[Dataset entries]
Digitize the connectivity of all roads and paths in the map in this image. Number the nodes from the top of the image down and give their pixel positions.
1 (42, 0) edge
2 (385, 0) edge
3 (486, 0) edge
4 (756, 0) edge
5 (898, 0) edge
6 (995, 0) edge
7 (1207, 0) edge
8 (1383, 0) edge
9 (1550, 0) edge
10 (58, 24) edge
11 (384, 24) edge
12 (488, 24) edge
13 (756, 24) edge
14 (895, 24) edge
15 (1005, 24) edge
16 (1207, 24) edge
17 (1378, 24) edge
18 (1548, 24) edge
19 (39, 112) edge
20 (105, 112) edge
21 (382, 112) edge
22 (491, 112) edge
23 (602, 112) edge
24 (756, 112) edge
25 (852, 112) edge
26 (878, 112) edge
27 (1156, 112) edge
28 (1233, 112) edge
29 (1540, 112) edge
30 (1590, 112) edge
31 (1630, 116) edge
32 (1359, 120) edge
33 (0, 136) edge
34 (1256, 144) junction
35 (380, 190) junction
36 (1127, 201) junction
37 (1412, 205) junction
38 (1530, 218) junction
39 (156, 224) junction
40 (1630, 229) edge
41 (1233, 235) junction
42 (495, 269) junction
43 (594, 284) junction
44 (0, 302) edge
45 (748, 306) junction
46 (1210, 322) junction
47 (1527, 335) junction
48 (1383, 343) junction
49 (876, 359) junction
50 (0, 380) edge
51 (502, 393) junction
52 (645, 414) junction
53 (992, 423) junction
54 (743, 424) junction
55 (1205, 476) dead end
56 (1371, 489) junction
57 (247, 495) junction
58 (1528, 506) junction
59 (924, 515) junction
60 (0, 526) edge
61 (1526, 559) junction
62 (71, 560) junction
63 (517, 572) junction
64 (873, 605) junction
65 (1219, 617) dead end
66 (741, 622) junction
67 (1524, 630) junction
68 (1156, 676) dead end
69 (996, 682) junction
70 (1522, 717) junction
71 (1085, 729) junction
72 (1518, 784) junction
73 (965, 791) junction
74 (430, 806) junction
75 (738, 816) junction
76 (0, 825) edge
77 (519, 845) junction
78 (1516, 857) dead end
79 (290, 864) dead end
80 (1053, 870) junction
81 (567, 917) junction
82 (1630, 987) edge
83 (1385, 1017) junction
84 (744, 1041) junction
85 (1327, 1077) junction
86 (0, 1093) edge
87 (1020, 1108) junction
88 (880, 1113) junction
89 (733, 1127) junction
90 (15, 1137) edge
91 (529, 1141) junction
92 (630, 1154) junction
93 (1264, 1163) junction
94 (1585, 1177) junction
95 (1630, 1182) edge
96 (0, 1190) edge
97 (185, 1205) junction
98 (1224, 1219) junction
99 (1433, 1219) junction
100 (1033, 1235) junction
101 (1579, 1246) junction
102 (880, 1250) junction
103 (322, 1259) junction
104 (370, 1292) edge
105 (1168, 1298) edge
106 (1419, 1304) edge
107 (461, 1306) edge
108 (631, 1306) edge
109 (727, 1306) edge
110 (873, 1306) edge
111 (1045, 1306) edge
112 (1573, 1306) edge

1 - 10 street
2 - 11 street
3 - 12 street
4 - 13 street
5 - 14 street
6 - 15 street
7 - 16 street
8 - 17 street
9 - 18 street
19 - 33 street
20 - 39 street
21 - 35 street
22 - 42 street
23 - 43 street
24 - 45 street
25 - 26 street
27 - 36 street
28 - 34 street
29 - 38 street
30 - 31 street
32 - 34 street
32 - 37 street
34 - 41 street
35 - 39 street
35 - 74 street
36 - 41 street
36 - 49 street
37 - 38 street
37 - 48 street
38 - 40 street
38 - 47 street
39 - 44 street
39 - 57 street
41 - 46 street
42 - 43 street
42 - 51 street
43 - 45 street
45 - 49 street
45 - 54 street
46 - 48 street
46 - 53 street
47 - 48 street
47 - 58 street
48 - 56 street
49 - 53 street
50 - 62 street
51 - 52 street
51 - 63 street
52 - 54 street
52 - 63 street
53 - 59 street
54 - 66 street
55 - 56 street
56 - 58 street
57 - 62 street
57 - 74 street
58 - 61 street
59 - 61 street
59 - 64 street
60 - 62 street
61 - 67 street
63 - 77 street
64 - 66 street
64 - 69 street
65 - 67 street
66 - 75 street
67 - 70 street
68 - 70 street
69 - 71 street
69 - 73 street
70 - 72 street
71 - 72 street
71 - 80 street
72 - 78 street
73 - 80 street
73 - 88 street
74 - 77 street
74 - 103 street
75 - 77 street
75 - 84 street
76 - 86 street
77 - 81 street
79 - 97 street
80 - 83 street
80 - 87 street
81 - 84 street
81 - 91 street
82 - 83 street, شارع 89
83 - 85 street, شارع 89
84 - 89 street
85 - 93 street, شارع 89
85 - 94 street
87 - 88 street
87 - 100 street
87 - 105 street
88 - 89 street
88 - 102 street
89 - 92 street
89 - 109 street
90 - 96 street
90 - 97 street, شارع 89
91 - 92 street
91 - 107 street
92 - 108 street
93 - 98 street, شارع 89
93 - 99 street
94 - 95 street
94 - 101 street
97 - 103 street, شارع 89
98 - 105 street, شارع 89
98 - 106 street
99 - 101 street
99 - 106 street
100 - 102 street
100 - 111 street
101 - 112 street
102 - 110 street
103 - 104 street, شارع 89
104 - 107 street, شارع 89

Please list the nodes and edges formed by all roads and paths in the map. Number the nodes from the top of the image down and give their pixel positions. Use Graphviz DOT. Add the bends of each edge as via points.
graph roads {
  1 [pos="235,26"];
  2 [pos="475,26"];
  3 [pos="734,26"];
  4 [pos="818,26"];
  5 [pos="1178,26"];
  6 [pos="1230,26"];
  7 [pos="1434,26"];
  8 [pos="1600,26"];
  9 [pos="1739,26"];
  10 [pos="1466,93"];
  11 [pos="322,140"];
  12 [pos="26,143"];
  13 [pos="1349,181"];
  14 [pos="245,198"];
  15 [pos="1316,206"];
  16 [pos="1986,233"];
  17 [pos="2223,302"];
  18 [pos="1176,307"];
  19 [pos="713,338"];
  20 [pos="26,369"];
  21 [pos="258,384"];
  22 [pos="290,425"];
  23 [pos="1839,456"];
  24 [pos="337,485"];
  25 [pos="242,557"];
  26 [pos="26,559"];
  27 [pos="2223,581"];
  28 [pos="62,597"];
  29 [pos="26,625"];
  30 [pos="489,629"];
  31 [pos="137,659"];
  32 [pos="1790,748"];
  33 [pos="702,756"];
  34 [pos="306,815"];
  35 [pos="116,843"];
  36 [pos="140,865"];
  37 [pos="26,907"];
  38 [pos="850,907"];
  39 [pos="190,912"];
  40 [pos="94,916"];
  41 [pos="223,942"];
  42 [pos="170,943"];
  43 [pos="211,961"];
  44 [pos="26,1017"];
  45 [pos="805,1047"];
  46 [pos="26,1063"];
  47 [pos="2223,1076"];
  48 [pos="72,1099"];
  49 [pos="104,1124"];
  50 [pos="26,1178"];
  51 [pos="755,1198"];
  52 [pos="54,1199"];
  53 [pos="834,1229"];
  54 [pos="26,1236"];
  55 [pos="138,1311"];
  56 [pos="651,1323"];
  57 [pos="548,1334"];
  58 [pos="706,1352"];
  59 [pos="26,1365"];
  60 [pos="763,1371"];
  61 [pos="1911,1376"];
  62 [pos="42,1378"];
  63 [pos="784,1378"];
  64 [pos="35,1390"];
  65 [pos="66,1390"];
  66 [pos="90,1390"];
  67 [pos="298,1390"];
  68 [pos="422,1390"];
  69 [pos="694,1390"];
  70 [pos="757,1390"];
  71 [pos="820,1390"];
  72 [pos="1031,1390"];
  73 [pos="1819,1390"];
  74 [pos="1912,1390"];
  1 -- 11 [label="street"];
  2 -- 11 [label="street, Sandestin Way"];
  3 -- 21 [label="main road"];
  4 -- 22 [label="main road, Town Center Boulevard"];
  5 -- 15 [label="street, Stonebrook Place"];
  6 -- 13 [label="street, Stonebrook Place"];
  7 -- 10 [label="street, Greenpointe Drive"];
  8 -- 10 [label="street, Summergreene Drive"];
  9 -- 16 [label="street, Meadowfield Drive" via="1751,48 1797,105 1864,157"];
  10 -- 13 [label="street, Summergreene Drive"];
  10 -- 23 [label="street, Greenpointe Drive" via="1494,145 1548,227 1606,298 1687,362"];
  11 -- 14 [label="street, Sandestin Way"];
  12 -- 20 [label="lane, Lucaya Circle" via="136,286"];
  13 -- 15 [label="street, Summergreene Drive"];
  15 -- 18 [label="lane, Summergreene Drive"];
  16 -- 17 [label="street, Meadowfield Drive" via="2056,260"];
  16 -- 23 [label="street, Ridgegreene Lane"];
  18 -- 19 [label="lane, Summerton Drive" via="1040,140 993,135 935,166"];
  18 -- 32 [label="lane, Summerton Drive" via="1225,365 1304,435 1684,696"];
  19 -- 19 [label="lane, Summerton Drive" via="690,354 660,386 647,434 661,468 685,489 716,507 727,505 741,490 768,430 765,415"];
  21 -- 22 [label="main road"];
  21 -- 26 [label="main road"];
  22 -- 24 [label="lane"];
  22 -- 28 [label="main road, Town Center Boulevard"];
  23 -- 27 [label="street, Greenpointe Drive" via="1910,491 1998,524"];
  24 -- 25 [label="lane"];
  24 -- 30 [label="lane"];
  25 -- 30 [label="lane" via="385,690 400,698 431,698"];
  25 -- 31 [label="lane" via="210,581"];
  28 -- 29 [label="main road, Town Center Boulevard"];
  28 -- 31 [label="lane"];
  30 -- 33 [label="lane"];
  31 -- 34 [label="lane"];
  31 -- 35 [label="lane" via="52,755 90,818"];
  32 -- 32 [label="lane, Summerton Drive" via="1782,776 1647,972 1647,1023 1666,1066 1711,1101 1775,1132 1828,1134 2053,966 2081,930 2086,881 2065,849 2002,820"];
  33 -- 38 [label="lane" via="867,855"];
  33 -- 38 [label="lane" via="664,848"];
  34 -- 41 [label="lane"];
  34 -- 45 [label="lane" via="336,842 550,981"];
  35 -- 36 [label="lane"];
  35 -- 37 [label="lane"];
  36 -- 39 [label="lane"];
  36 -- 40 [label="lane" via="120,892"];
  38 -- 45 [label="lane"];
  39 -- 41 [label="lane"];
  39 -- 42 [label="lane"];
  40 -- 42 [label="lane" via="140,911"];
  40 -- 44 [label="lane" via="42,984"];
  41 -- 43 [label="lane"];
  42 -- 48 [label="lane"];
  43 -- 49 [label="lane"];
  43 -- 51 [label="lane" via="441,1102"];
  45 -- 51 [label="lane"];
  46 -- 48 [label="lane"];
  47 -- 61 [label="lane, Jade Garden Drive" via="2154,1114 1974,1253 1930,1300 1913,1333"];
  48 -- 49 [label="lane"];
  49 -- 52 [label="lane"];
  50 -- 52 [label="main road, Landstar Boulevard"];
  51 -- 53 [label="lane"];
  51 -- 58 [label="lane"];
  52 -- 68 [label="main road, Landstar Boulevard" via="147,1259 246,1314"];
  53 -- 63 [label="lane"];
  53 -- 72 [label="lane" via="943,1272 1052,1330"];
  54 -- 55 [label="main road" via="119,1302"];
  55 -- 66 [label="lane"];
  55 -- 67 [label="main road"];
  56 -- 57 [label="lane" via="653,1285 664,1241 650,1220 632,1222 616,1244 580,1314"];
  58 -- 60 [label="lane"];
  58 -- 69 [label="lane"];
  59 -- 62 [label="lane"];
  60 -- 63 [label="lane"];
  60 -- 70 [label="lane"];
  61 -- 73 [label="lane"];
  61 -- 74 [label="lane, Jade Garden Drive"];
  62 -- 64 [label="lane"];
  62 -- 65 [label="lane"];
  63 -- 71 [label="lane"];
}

Task description ▸ Show every line in the entries above that contains the string "Landstar".

Finished task ▸
  50 -- 52 [label="main road, Landstar Boulevard"];
  52 -- 68 [label="main road, Landstar Boulevard" via="147,1259 246,1314"];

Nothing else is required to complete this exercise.